* EXERCISE DIRECTIONS *
Look for "above" in each line of the entries, and return the matching lines.

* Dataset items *
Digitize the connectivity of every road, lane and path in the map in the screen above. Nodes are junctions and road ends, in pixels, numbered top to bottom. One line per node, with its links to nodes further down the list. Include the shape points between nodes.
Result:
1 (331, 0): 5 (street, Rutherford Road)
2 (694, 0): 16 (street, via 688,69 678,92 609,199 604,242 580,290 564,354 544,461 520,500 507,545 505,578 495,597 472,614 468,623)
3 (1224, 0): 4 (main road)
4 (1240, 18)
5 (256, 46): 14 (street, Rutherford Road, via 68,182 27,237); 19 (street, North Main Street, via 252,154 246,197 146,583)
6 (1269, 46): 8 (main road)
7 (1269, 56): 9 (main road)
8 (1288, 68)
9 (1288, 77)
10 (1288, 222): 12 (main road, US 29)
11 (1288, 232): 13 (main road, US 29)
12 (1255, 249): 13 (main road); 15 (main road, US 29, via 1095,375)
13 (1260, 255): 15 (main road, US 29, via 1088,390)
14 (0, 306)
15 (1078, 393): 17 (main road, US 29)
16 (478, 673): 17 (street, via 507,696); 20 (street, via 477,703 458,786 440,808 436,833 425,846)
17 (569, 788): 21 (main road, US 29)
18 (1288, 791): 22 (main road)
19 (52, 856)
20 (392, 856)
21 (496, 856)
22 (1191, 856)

* * *

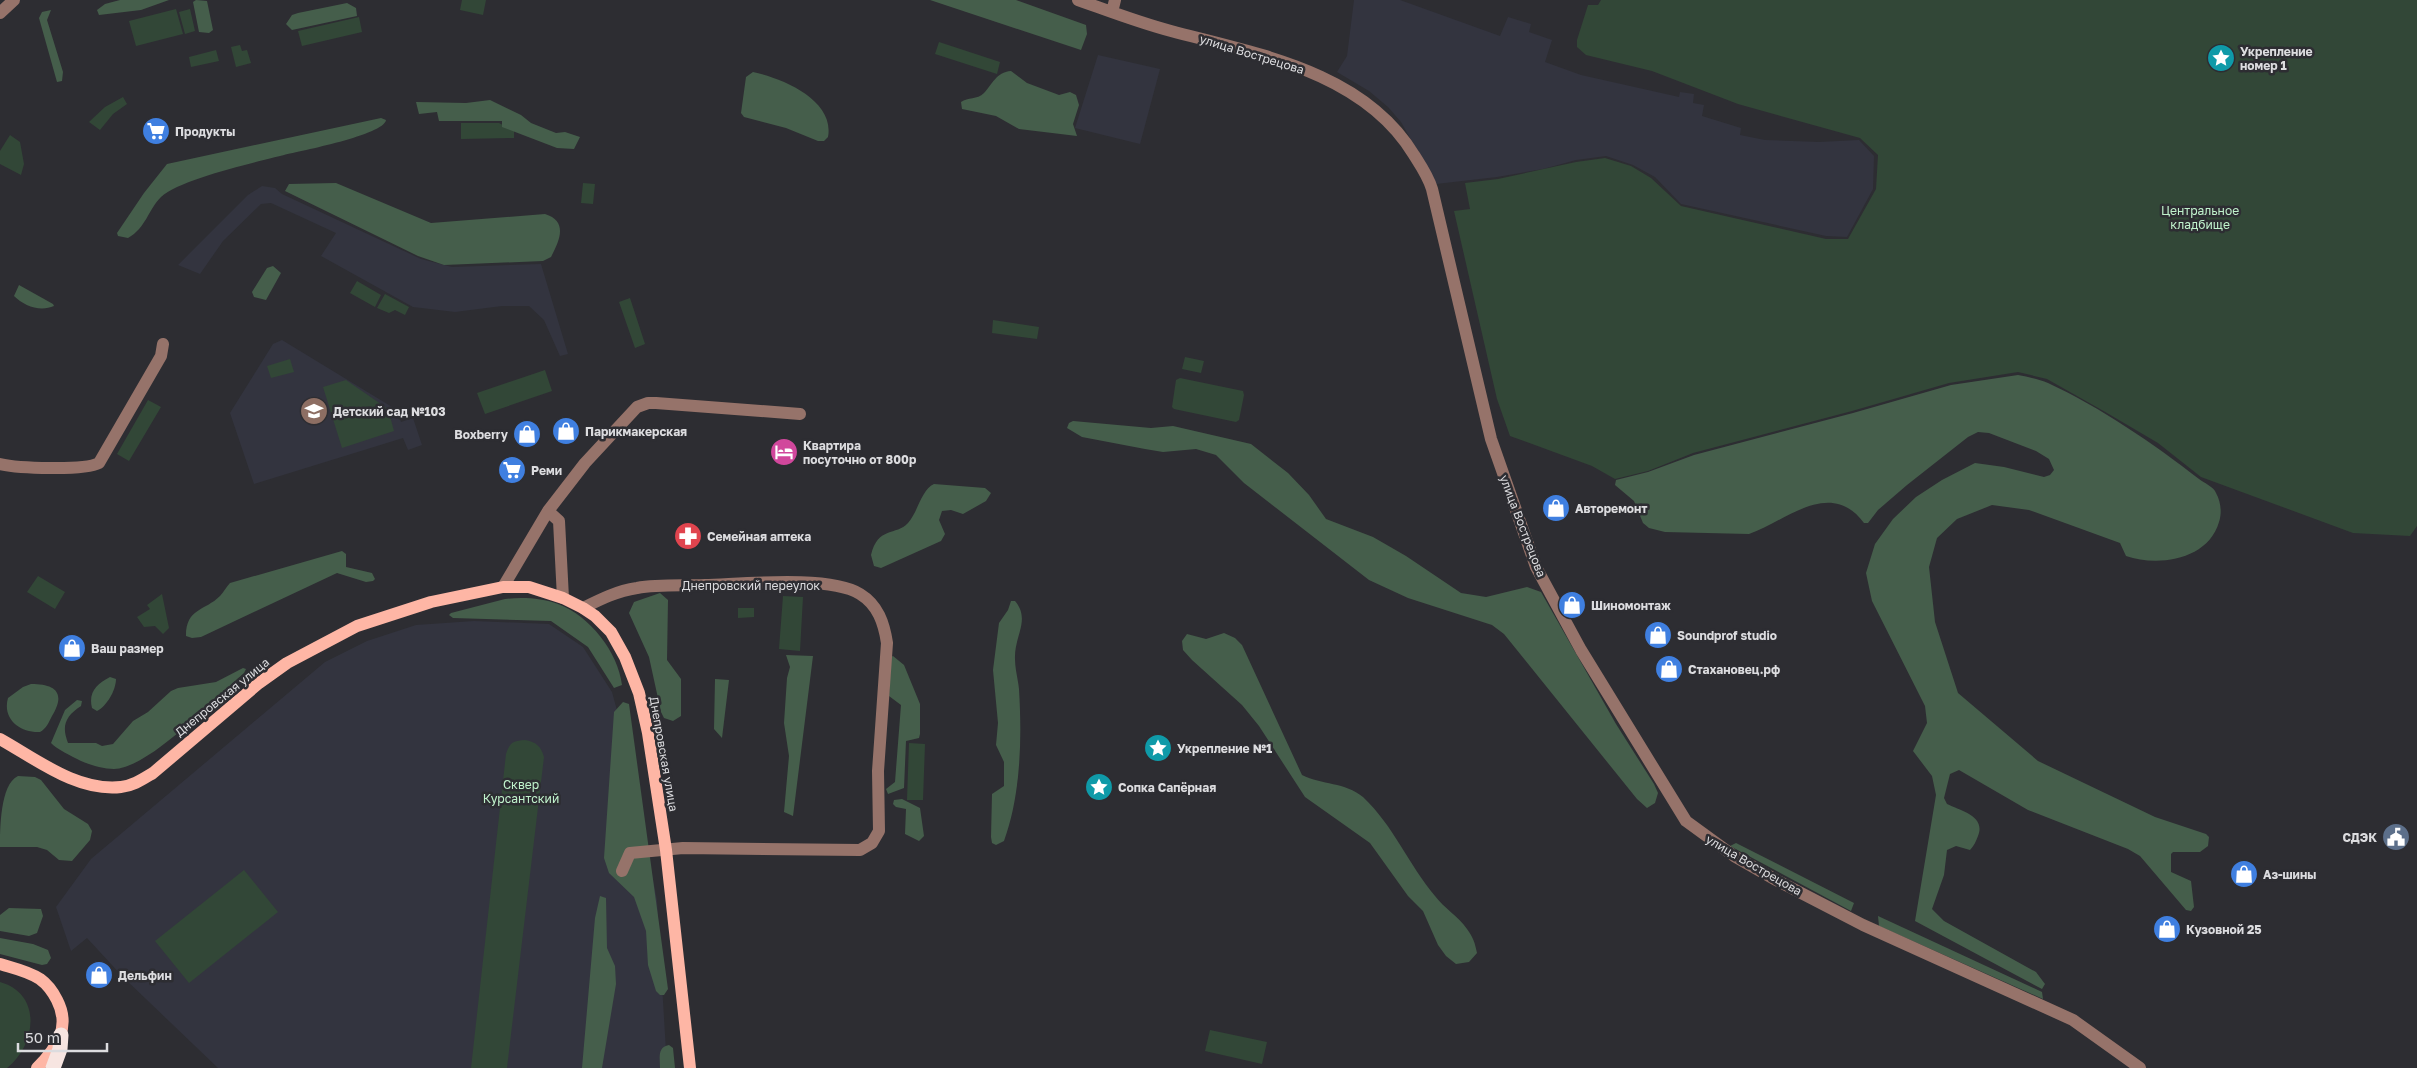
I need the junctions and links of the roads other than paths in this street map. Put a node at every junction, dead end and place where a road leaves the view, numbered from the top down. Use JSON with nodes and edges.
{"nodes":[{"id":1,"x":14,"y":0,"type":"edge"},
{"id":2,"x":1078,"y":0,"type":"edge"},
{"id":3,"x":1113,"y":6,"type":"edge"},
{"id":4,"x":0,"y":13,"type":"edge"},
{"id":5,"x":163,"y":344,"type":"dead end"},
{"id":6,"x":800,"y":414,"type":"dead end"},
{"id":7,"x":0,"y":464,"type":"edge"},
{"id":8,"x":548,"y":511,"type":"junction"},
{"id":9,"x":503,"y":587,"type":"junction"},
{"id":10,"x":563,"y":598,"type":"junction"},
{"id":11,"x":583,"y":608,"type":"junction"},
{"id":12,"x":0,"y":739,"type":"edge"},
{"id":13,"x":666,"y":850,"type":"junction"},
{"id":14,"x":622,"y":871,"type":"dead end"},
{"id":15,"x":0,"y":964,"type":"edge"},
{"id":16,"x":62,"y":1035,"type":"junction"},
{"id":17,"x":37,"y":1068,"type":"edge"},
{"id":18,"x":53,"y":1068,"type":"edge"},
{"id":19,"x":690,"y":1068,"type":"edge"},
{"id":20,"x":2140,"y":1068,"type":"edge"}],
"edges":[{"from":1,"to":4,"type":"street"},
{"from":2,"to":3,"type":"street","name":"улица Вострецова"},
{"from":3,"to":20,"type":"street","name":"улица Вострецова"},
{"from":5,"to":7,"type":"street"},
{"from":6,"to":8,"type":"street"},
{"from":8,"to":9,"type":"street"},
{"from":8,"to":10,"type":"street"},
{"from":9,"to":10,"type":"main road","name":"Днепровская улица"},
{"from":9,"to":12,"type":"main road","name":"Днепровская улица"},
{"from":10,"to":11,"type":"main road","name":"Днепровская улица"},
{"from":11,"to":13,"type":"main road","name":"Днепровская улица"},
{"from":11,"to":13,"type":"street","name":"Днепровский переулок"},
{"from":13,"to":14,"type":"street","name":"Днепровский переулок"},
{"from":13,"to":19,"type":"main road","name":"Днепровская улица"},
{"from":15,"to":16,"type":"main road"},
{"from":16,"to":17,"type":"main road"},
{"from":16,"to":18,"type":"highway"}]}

...

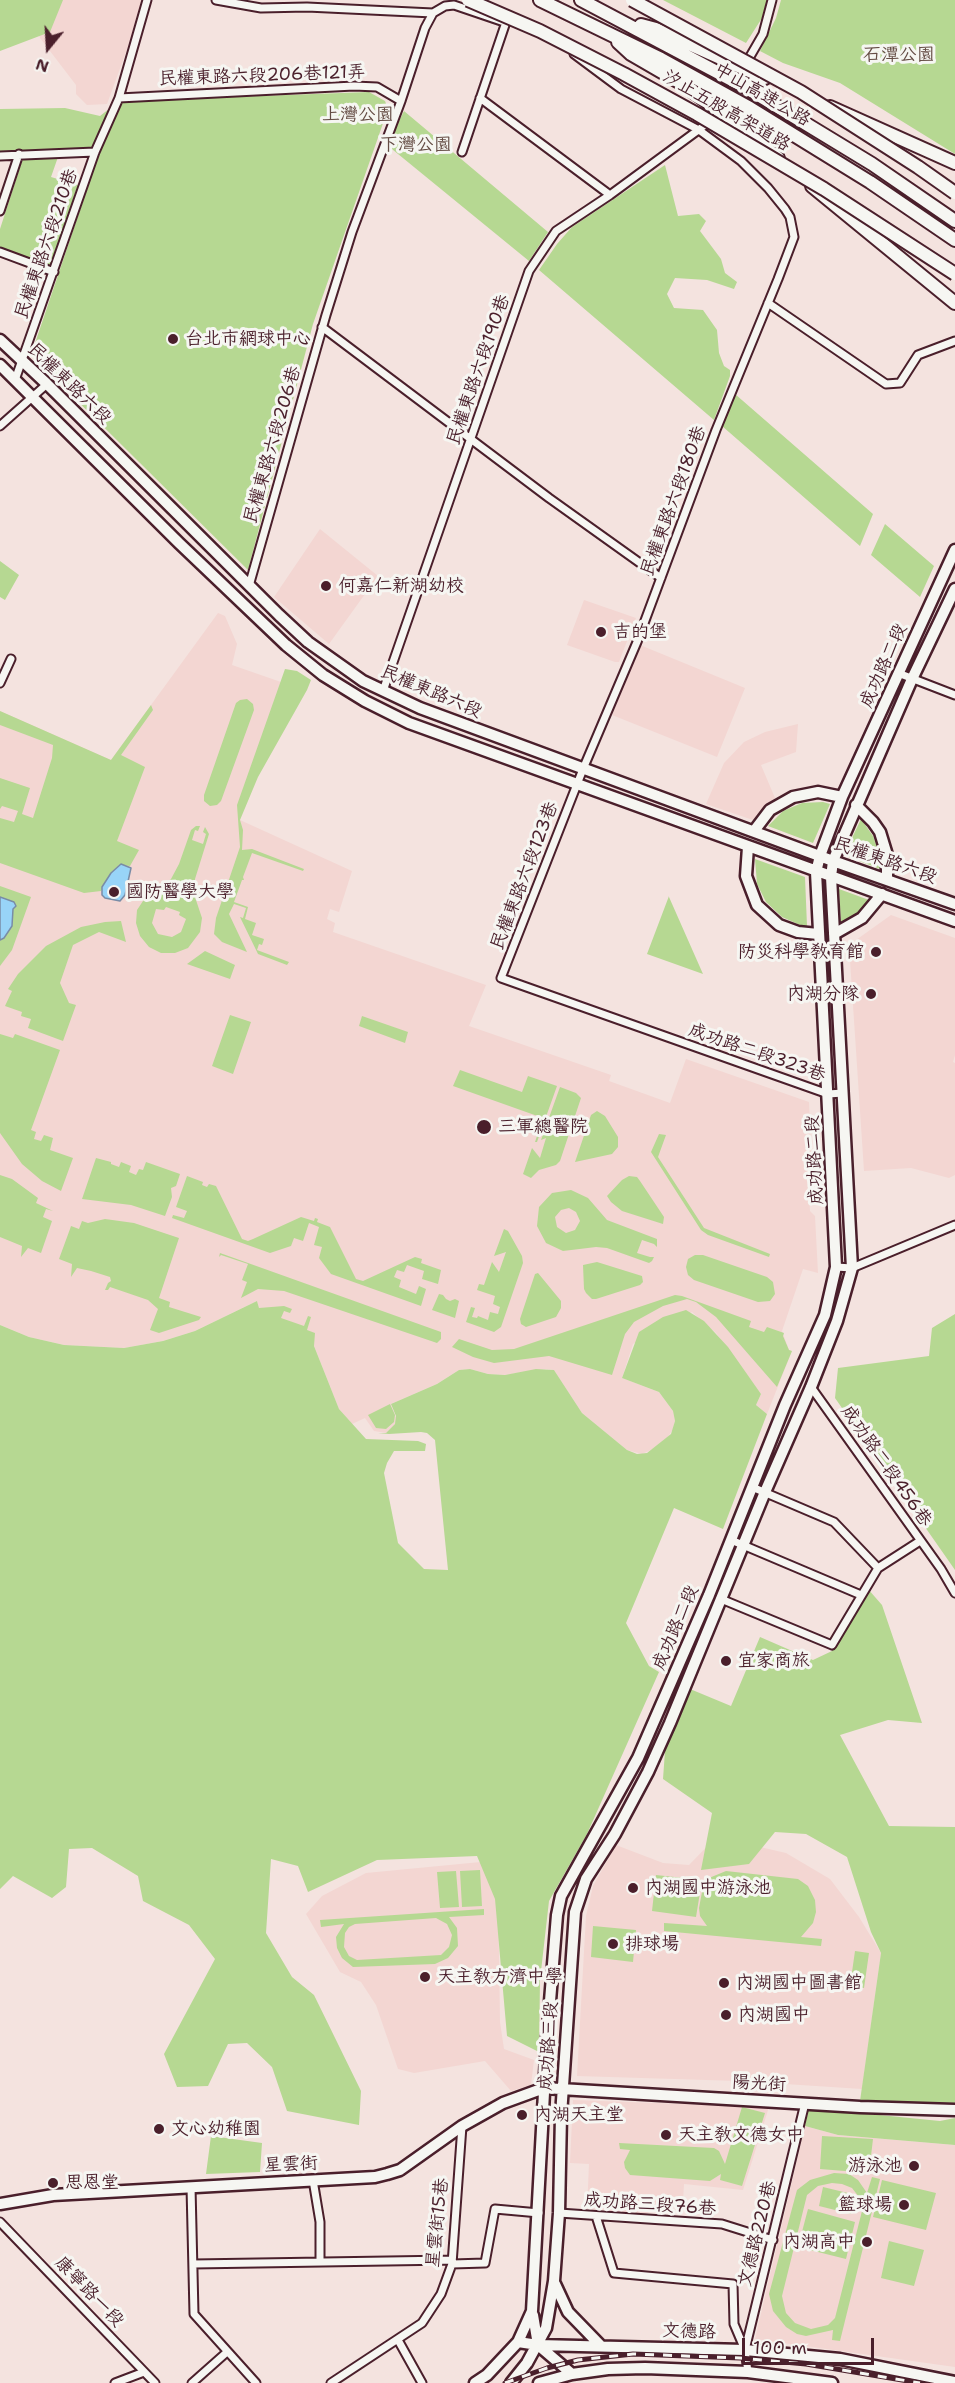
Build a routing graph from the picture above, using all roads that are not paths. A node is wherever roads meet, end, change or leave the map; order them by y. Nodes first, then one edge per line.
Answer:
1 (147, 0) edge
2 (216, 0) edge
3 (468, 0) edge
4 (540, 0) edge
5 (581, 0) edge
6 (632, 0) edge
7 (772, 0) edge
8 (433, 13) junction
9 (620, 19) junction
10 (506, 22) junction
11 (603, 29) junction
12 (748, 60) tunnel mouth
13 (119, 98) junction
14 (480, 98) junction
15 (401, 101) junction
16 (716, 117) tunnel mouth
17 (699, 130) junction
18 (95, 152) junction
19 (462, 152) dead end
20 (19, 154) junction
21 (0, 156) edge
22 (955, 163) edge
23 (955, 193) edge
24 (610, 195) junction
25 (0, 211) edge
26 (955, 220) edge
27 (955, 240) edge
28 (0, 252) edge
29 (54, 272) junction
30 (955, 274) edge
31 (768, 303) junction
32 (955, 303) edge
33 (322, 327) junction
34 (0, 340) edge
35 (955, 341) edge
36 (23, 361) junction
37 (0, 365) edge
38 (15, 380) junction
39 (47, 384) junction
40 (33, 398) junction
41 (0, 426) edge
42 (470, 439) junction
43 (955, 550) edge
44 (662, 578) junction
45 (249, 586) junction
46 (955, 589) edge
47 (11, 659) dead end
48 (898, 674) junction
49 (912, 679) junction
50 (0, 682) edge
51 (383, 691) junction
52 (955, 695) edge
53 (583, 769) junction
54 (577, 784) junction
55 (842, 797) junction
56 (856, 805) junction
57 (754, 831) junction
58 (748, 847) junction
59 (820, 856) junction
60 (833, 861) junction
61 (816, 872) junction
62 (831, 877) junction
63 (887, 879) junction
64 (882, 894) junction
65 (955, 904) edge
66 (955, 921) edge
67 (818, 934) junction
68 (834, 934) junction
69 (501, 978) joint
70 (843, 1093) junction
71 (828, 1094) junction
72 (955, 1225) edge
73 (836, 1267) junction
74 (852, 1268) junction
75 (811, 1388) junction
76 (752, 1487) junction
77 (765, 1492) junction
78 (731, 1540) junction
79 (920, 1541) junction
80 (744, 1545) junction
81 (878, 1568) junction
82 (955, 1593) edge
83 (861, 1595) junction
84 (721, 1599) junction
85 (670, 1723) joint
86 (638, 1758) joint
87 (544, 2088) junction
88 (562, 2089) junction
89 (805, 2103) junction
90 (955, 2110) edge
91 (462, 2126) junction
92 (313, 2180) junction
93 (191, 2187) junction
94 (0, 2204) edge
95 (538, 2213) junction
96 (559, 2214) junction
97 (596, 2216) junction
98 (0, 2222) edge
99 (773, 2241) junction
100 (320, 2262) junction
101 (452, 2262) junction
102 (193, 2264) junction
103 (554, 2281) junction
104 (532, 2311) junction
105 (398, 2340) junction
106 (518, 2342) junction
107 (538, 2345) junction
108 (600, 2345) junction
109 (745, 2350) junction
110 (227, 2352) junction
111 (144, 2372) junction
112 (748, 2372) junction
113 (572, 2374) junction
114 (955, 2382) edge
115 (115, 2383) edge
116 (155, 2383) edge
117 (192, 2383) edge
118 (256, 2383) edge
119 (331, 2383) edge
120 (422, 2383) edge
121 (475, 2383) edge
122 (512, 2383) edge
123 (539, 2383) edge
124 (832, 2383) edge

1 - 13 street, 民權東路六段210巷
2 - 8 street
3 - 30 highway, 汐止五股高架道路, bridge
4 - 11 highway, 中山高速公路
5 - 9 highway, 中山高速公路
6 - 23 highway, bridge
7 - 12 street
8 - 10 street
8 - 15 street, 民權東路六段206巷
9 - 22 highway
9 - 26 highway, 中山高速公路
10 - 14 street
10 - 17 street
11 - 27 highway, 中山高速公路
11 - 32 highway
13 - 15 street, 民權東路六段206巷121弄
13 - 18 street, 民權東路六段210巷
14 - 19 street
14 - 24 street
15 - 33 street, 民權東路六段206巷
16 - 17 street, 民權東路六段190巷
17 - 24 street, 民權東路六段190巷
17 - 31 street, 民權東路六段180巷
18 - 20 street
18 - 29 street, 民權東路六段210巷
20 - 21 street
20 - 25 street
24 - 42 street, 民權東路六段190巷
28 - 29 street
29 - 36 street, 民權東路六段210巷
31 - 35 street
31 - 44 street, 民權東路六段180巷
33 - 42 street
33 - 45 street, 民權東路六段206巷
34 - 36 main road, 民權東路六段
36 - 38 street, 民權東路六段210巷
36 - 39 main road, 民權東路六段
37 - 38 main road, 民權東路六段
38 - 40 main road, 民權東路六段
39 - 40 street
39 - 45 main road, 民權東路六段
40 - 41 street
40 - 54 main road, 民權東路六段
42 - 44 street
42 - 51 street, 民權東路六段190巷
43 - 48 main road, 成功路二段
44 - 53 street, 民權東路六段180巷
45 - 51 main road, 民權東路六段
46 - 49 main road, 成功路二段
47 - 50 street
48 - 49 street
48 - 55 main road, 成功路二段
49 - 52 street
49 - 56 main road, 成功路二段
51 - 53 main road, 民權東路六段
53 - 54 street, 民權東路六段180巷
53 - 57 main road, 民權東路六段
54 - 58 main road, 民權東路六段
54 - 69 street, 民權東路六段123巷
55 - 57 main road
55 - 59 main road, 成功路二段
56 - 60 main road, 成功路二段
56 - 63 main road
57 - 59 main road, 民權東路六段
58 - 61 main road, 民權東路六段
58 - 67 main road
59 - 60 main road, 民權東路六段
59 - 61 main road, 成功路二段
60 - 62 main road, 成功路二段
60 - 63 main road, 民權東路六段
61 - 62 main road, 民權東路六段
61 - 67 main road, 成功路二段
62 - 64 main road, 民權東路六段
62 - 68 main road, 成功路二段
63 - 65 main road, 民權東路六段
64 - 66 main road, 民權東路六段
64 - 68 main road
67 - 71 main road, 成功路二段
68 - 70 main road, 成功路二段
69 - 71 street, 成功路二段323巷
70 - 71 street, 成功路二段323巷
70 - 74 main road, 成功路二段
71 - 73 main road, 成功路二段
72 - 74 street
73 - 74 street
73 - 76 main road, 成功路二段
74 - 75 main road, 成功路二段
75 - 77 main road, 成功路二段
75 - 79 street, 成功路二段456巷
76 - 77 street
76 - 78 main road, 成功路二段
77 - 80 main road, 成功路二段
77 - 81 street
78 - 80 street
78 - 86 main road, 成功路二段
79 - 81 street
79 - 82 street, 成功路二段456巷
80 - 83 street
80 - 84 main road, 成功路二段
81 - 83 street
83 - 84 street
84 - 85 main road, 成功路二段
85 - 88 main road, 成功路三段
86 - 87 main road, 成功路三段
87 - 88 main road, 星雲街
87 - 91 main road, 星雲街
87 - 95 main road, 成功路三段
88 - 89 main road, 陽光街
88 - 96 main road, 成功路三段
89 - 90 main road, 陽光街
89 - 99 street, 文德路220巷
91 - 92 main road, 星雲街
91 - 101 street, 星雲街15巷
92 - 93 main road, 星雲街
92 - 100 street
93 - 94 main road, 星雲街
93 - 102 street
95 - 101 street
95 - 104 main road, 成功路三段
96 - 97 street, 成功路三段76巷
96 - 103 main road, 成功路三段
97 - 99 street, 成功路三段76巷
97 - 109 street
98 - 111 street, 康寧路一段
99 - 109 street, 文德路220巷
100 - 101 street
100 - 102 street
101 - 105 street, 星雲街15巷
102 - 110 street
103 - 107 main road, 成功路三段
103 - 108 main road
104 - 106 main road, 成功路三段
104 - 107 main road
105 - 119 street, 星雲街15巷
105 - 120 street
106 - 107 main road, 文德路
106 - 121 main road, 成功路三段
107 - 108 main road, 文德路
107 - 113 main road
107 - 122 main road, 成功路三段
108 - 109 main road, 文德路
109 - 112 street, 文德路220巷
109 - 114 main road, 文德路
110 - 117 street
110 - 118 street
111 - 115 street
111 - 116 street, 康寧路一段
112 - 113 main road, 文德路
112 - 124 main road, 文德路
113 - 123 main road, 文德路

* OUTPUT FOR THIS TASK *
Digitize the connectivity of every road, lane and path in the map in the screen above. Nodes are junctions and road ends, in pixels, numbered top to bottom. One line per node, with its links to nodes further down the list. Include the shape points between nodes.
Build a routing graph from the picture above, using all roads that are not paths. A node is wherever roads meet, end, change or leave the map; order them by y. Nodes first, then one edge per line.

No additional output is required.